Politico’s recent feature on Amity Shlaes’ The Forgotten Man is an example of one of my pet peeves: the evaluation of economic policy in terms of statistical factors like growth, the stock market, and unemployment rather than systemic qualities like equality. The piece discusses the popularity of the book among D.C. conservatives, briefing mentioning Professors Rauchway and Krugman, who have skillfully defended the efficacy of New Deal recovery policies. When Shlaes responds that she intended the book to question the ethics of the New Deal, not just its utility, Politico simply drops the pretense of debate. They ask neither scholars nor ordinary folks to evaluate her celebration of the poor beleaguered corporation. The result is an article that presumes that New Deal laws can be defended only as spurs to recovery, not as devices for promoting a better society.

This narrowly economic approach is worse than conservative; it’s ahistorical. New Deal staffers cared about raising wages, protecting workers, ending poverty, conservation, recreation, and a hundred other things aside from recovery. They didn’t view themselves as failures when the jobless rate rose. And while Republicans made significant gains in the 1938 elections, the overwhelming majority of Americans still endorsed the Roosevelt administration. Then and now, policy isn’t solely about GDP per capita.

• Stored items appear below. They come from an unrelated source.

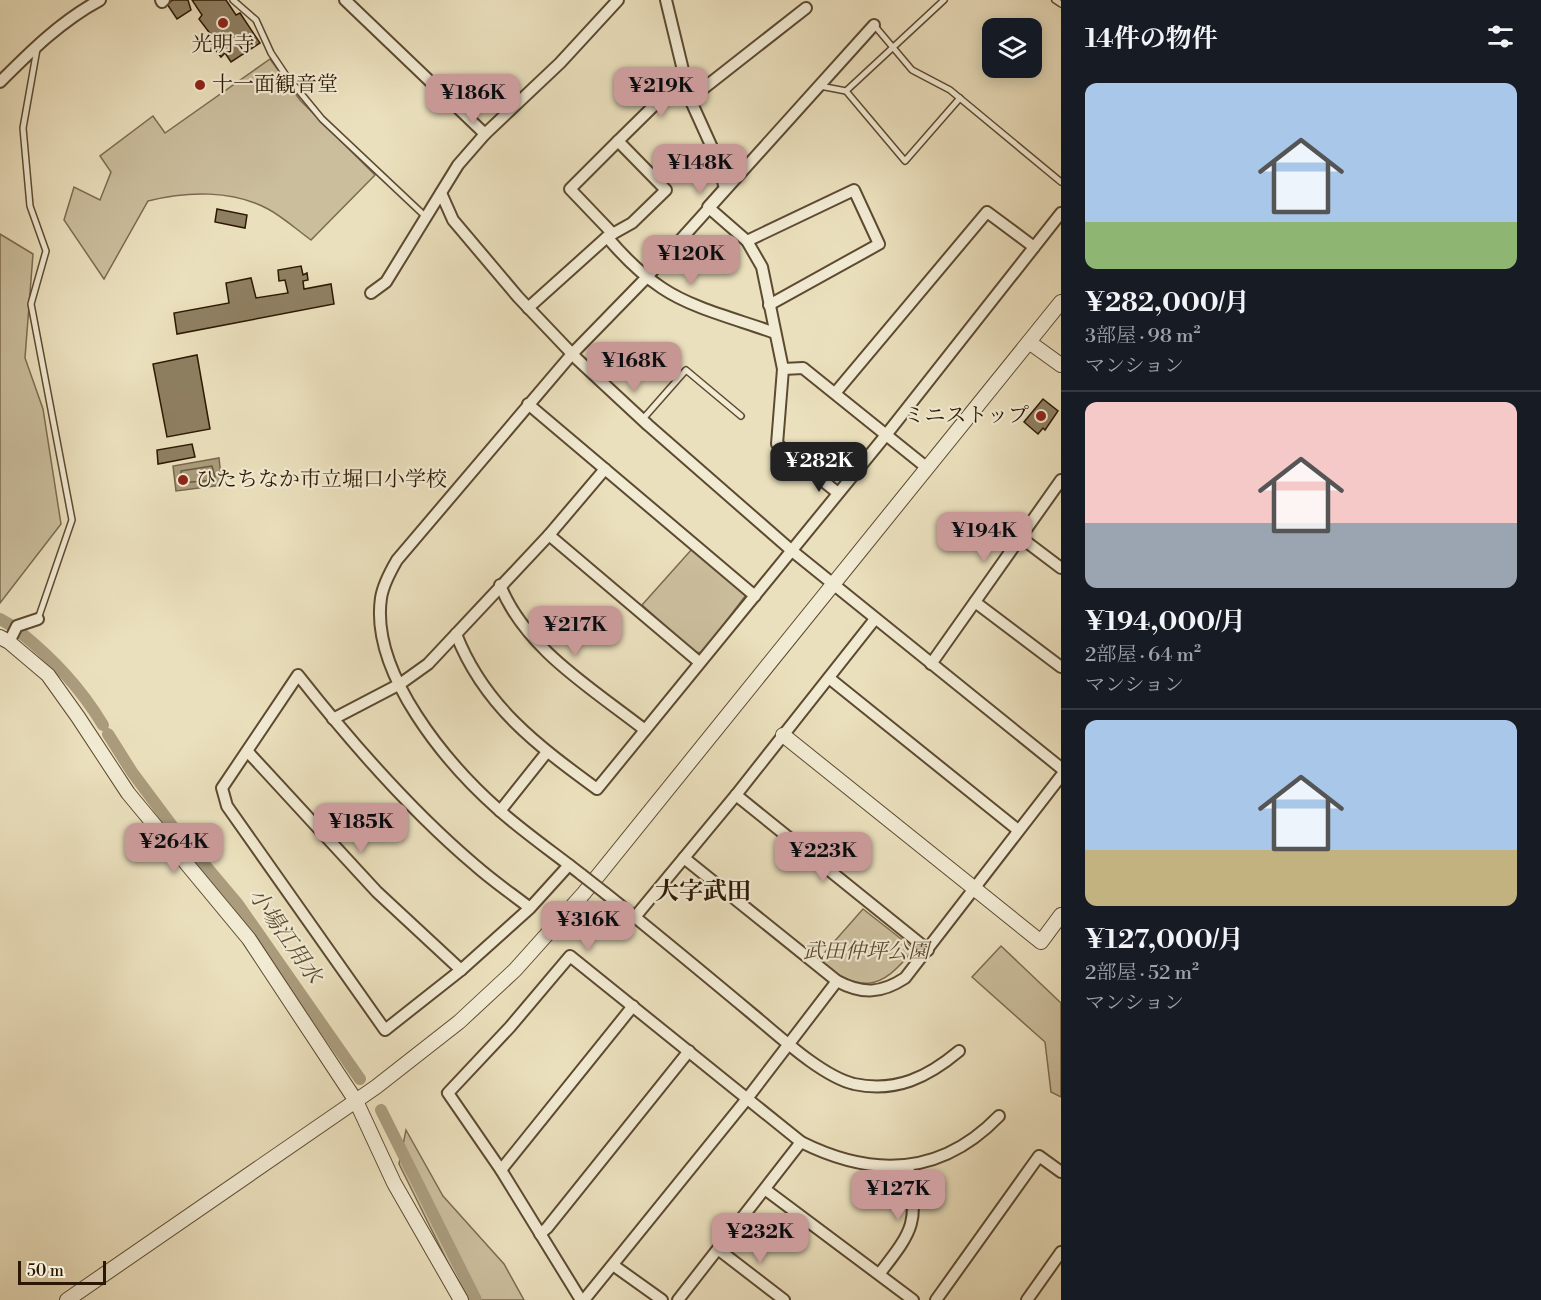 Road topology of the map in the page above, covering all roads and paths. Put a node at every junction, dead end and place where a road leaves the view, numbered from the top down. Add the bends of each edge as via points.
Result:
1 (100, 0) edge
2 (233, 0) edge
3 (345, 0) edge
4 (364, 0) edge
5 (618, 0) edge
6 (666, 0) edge
7 (944, 0) edge
8 (1054, 0) edge
9 (1061, 4) edge
10 (806, 8) dead end
11 (355, 10) junction
12 (874, 26) joint
13 (38, 45) junction
14 (892, 47) junction
15 (684, 76) junction
16 (0, 82) edge
17 (819, 86) junction
18 (846, 92) junction
19 (960, 98) junction
20 (690, 99) junction
21 (485, 134) junction
22 (618, 141) junction
23 (1061, 182) edge
24 (725, 188) junction
25 (441, 193) junction
26 (708, 207) junction
27 (1061, 213) edge
28 (426, 217) junction
29 (610, 236) junction
30 (747, 241) junction
31 (1034, 247) junction
32 (647, 277) junction
33 (370, 293) dead end
34 (1061, 302) edge
35 (769, 305) junction
36 (528, 308) junction
37 (775, 333) junction
38 (1029, 342) junction
39 (572, 354) junction
40 (1061, 365) edge
41 (783, 369) junction
42 (836, 392) junction
43 (528, 404) junction
44 (741, 416) dead end
45 (642, 420) junction
46 (886, 435) junction
47 (926, 467) junction
48 (605, 469) junction
49 (1061, 480) edge
50 (837, 493) junction
51 (549, 535) junction
52 (1020, 537) junction
53 (791, 550) junction
54 (1061, 568) edge
55 (833, 584) junction
56 (500, 585) junction
57 (755, 596) junction
58 (975, 602) junction
59 (38, 619) joint
60 (875, 619) junction
61 (456, 634) junction
62 (5, 639) edge
63 (699, 662) junction
64 (931, 664) junction
65 (1061, 667) edge
66 (829, 678) junction
67 (400, 684) junction
68 (333, 719) junction
69 (645, 730) junction
70 (783, 735) junction
71 (248, 752) junction
72 (547, 752) junction
73 (1061, 768) edge
74 (1061, 776) edge
75 (736, 795) junction
76 (500, 811) junction
77 (1018, 830) junction
78 (684, 858) junction
79 (569, 865) junction
80 (975, 888) junction
81 (530, 908) junction
82 (1061, 915) edge
83 (635, 917) junction
84 (928, 950) junction
85 (460, 970) junction
86 (837, 981) junction
87 (633, 1006) junction
88 (789, 1044) junction
89 (689, 1051) junction
90 (959, 1052) dead end
91 (746, 1100) junction
92 (356, 1101) junction
93 (999, 1116) dead end
94 (801, 1142) junction
95 (908, 1166) junction
96 (501, 1170) junction
97 (1061, 1172) edge
98 (766, 1190) junction
99 (540, 1234) junction
100 (719, 1250) junction
101 (1061, 1252) edge
102 (613, 1265) junction
103 (880, 1273) junction
104 (67, 1300) edge
105 (461, 1300) edge
106 (583, 1300) edge
107 (662, 1300) edge
108 (678, 1300) edge
109 (784, 1300) edge
110 (913, 1300) edge
111 (936, 1300) edge
112 (1027, 1300) edge

1 - 13 street via 76,13
2 - 28 lane via 256,20 285,74 322,118
3 - 11 street
4 - 11 street
5 - 21 street via 560,63
6 - 15 street
7 - 14 lane
8 - 9 lane
10 - 20 street
11 - 21 street
12 - 14 lane
12 - 17 street
13 - 16 street
13 - 59 lane via 23,128 30,206 46,250 31,304 72,520
14 - 18 lane
14 - 19 lane via 912,70
15 - 20 street
15 - 22 street
17 - 18 lane
17 - 24 street
18 - 19 lane via 904,161
19 - 23 lane
20 - 24 street
21 - 25 street via 458,165
22 - 29 street via 570,189
22 - 29 street via 666,190 632,223
24 - 26 street
25 - 28 street
25 - 36 street via 453,220
26 - 30 street
26 - 32 street
27 - 31 street
28 - 33 street via 386,282
29 - 32 street
29 - 36 street
30 - 35 street via 762,267
30 - 35 street via 854,190 879,244
31 - 42 street via 987,212
31 - 46 street
32 - 37 street via 702,307
32 - 39 street
34 - 38 street
35 - 37 street
36 - 39 street
37 - 41 street
38 - 40 street
38 - 47 street
39 - 43 street
39 - 45 street
41 - 42 street via 803,368
41 - 50 street via 777,444
42 - 46 street
43 - 48 street
43 - 67 street via 397,561 387,579 381,605 382,636
44 - 45 lane via 686,370
45 - 53 street
46 - 47 street
46 - 50 street
47 - 55 street
48 - 51 street
48 - 57 street
49 - 52 street
50 - 53 street
51 - 56 street
51 - 63 street
52 - 54 street
52 - 58 street
53 - 55 street
53 - 57 street
55 - 60 street
55 - 92 street via 544,939 459,1022
56 - 61 street
56 - 69 street via 531,637
57 - 63 street
58 - 64 street
58 - 65 street
59 - 62 street via 17,626
60 - 64 street
60 - 66 street
61 - 67 street via 428,664
61 - 72 street via 467,663 488,692
62 - 92 street via 48,675 128,793 249,939
63 - 69 street
64 - 73 street
66 - 70 street
66 - 77 street
67 - 68 street
67 - 76 street via 457,767
68 - 71 street via 298,675
68 - 81 street via 476,866
69 - 72 street via 597,789
70 - 75 street
70 - 80 street
71 - 85 street via 376,892
71 - 85 street via 222,788 227,806 385,1030
72 - 76 street
74 - 77 street
75 - 78 street
75 - 84 street
76 - 79 street
77 - 80 street
78 - 83 street
78 - 86 street
79 - 81 street
79 - 83 street, bridge
80 - 82 street via 1041,942
80 - 84 street
81 - 85 street
83 - 88 street
84 - 86 street via 905,978 892,987 862,992
86 - 88 street
87 - 89 street
87 - 96 street
87 - 96 street via 570,956 448,1093
88 - 90 street via 833,1076 854,1084 876,1086 918,1079
88 - 91 street
89 - 91 street
89 - 99 street
91 - 94 street
91 - 102 street
92 - 104 street
92 - 105 street via 394,1183
93 - 95 street via 971,1140
94 - 95 street via 862,1165
94 - 98 street
95 - 103 street via 914,1214 901,1246
96 - 99 street
97 - 111 street via 1040,1156
98 - 100 street
98 - 103 street
99 - 106 street
100 - 108 street
100 - 109 street
101 - 112 street
102 - 106 street
102 - 107 street
103 - 110 street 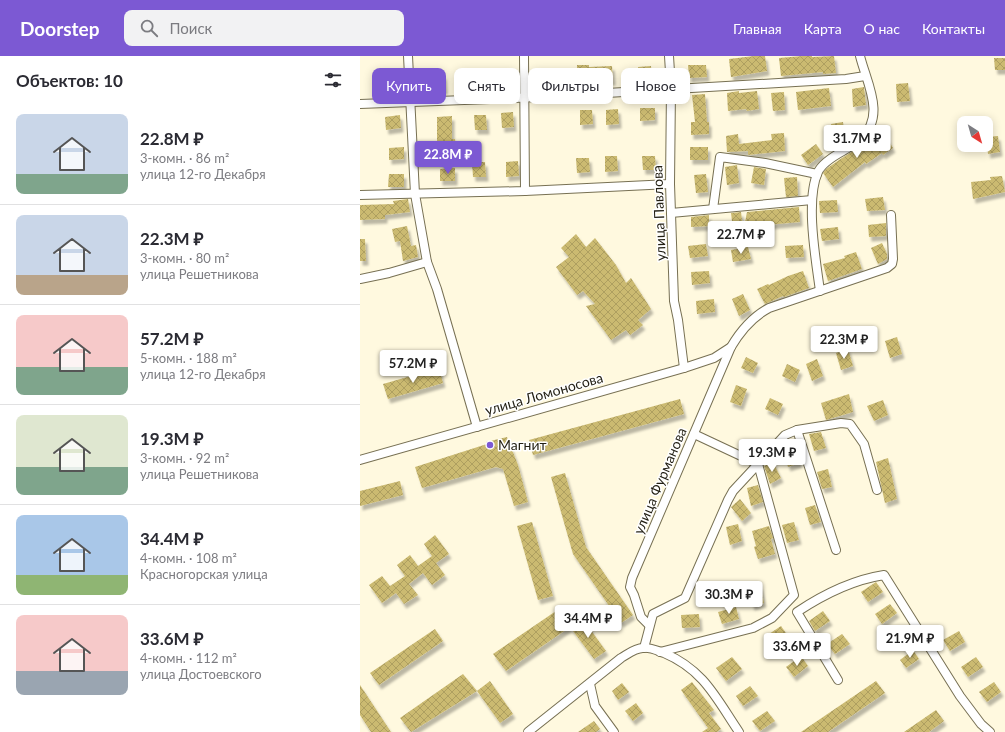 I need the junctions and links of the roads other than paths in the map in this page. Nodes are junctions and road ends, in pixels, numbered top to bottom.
1 (408, 56) edge
2 (524, 56) edge
3 (669, 56) edge
4 (860, 56) edge
5 (409, 68) edge
6 (669, 68) edge
7 (865, 76) junction
8 (690, 87) edge
9 (621, 91) edge
10 (524, 98) junction
11 (446, 101) edge
12 (360, 104) edge
13 (372, 104) edge
14 (411, 104) edge
15 (670, 104) edge
16 (817, 174) junction
17 (670, 184) junction
18 (525, 191) junction
19 (415, 194) junction
20 (360, 195) edge
21 (812, 200) junction
22 (713, 209) junction
23 (672, 213) junction
24 (891, 215) dead end
25 (427, 262) junction
26 (360, 279) edge
27 (820, 291) junction
28 (731, 347) junction
29 (684, 368) junction
30 (477, 427) junction
31 (797, 430) junction
32 (694, 434) junction
33 (360, 460) edge
34 (758, 464) junction
35 (878, 490) dead end
36 (836, 550) dead end
37 (649, 625) junction
38 (644, 648) junction
39 (660, 652) junction
40 (838, 680) dead end
41 (590, 684) junction
42 (528, 732) edge
43 (614, 732) edge
44 (739, 732) edge
45 (990, 732) edge

1 - 5 street
2 - 10 street
3 - 6 street, улица Павлова
4 - 7 street
7 - 8 street
7 - 16 street
9 - 10 street
10 - 11 street
10 - 18 street
12 - 13 street
14 - 19 street
15 - 17 street, улица Павлова
16 - 21 street
16 - 22 street
17 - 18 street
17 - 23 street, улица Павлова
18 - 19 street
19 - 20 street
19 - 25 street
21 - 22 street
21 - 27 street
22 - 23 street
23 - 29 street, улица Павлова
24 - 27 street
25 - 26 street
25 - 30 street
27 - 28 street
28 - 29 street, улица Ломоносова
28 - 32 street, улица Фурманова
29 - 30 street, улица Ломоносова
30 - 33 street, улица Ломоносова
31 - 34 street
31 - 35 street
31 - 36 street
32 - 34 street
32 - 37 street, улица Фурманова
34 - 37 street
34 - 39 street
37 - 38 street
38 - 39 street
38 - 41 street
39 - 44 street
40 - 45 street
41 - 42 street
41 - 43 street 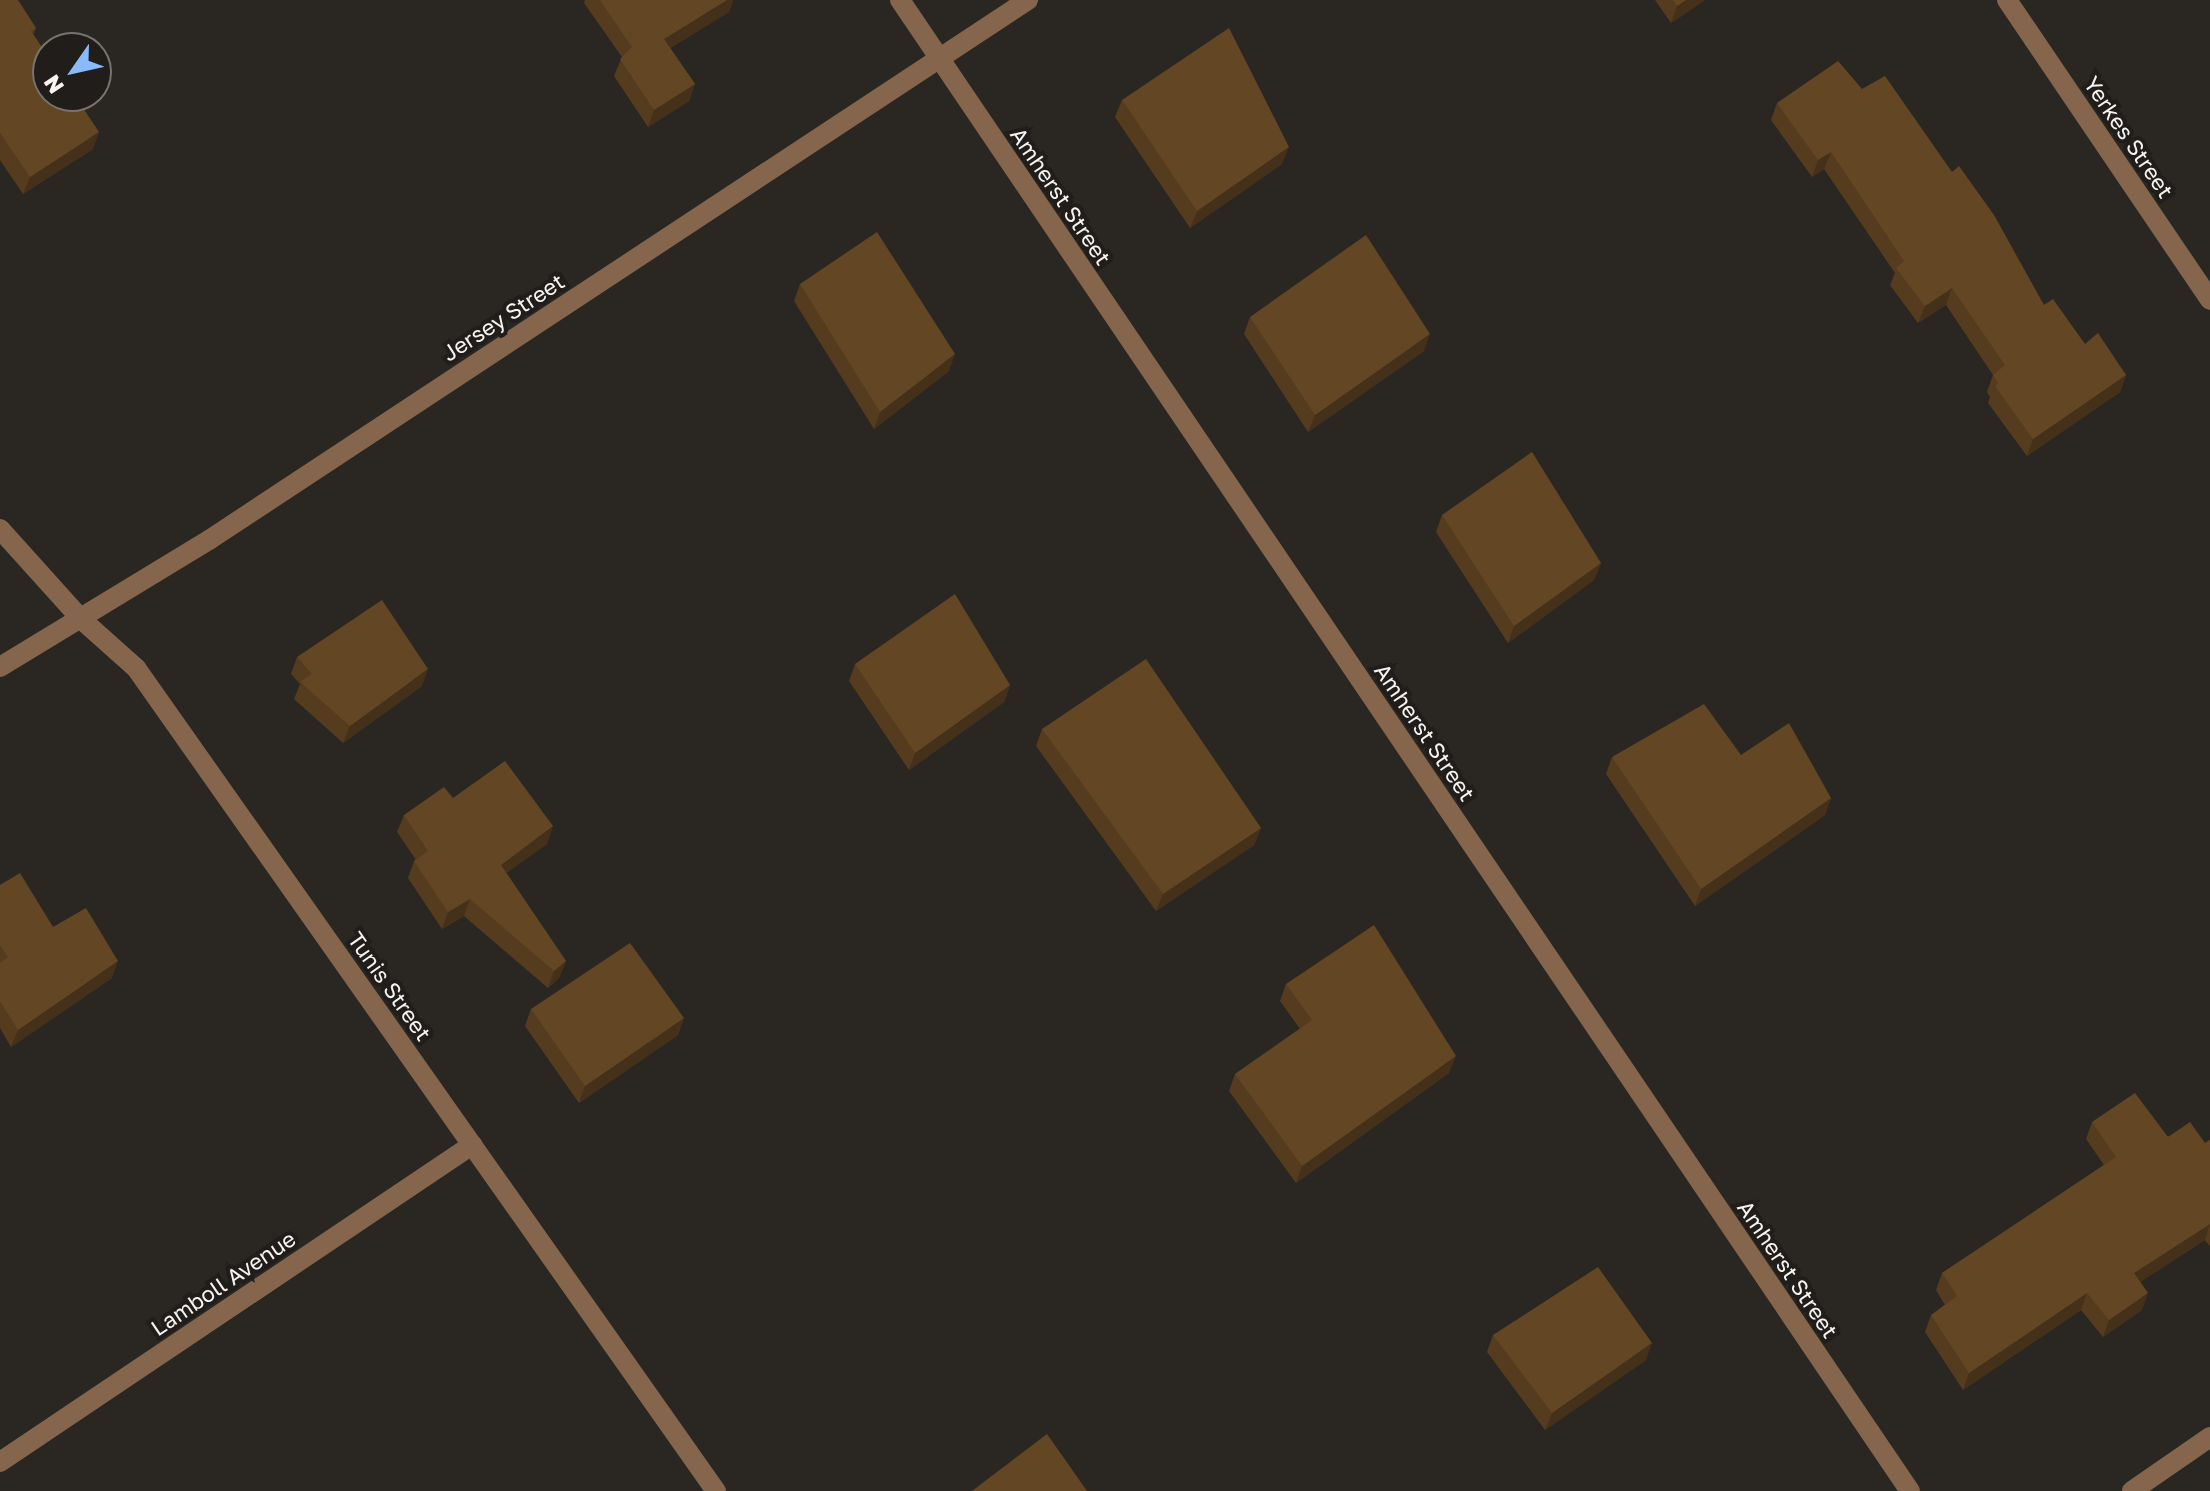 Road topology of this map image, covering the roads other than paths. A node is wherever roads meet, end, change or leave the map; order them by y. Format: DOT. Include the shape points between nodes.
graph roads {
  1 [pos="900,0"];
  2 [pos="1028,0"];
  3 [pos="2007,0"];
  4 [pos="939,58"];
  5 [pos="2210,300"];
  6 [pos="0,529"];
  7 [pos="81,619"];
  8 [pos="0,667"];
  9 [pos="472,1145"];
  10 [pos="2210,1437"];
  11 [pos="0,1462"];
  12 [pos="716,1491"];
  13 [pos="1910,1491"];
  14 [pos="2132,1491"];
  1 -- 4 [label="street, Amherst Street"];
  2 -- 4 [label="street, Jersey Street"];
  3 -- 5 [label="street, Yerkes Street"];
  4 -- 7 [label="street, Jersey Street"];
  4 -- 13 [label="street, Amherst Street"];
  6 -- 7 [label="street, Tunis Street"];
  7 -- 8 [label="street, Jersey Street"];
  7 -- 9 [label="street, Tunis Street" via="136,668"];
  9 -- 11 [label="street, Lamboll Avenue"];
  9 -- 12 [label="street, Tunis Street"];
  10 -- 14 [label="street"];
}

The journalistic focus on utility is also phony. The press is fixating on a technical question, namely the effectiveness of government stimulus. While this discussion is inevitable, the Republican affection for Keynesian tax cuts suggests the real disagreement is moral. Today, historians usually defend the New Deal not just because it helped end the Great Depression, but also because it relieved human misery, promoted social equality, and strengthened the nation for its confrontations with Nazism and then Communism. Shlaes disagrees, and to her credit, she wants to have this argument. But journalists keep pulling the debate back to the unemployment numbers. They’re just looking for a policy that will return us to the status quo ante.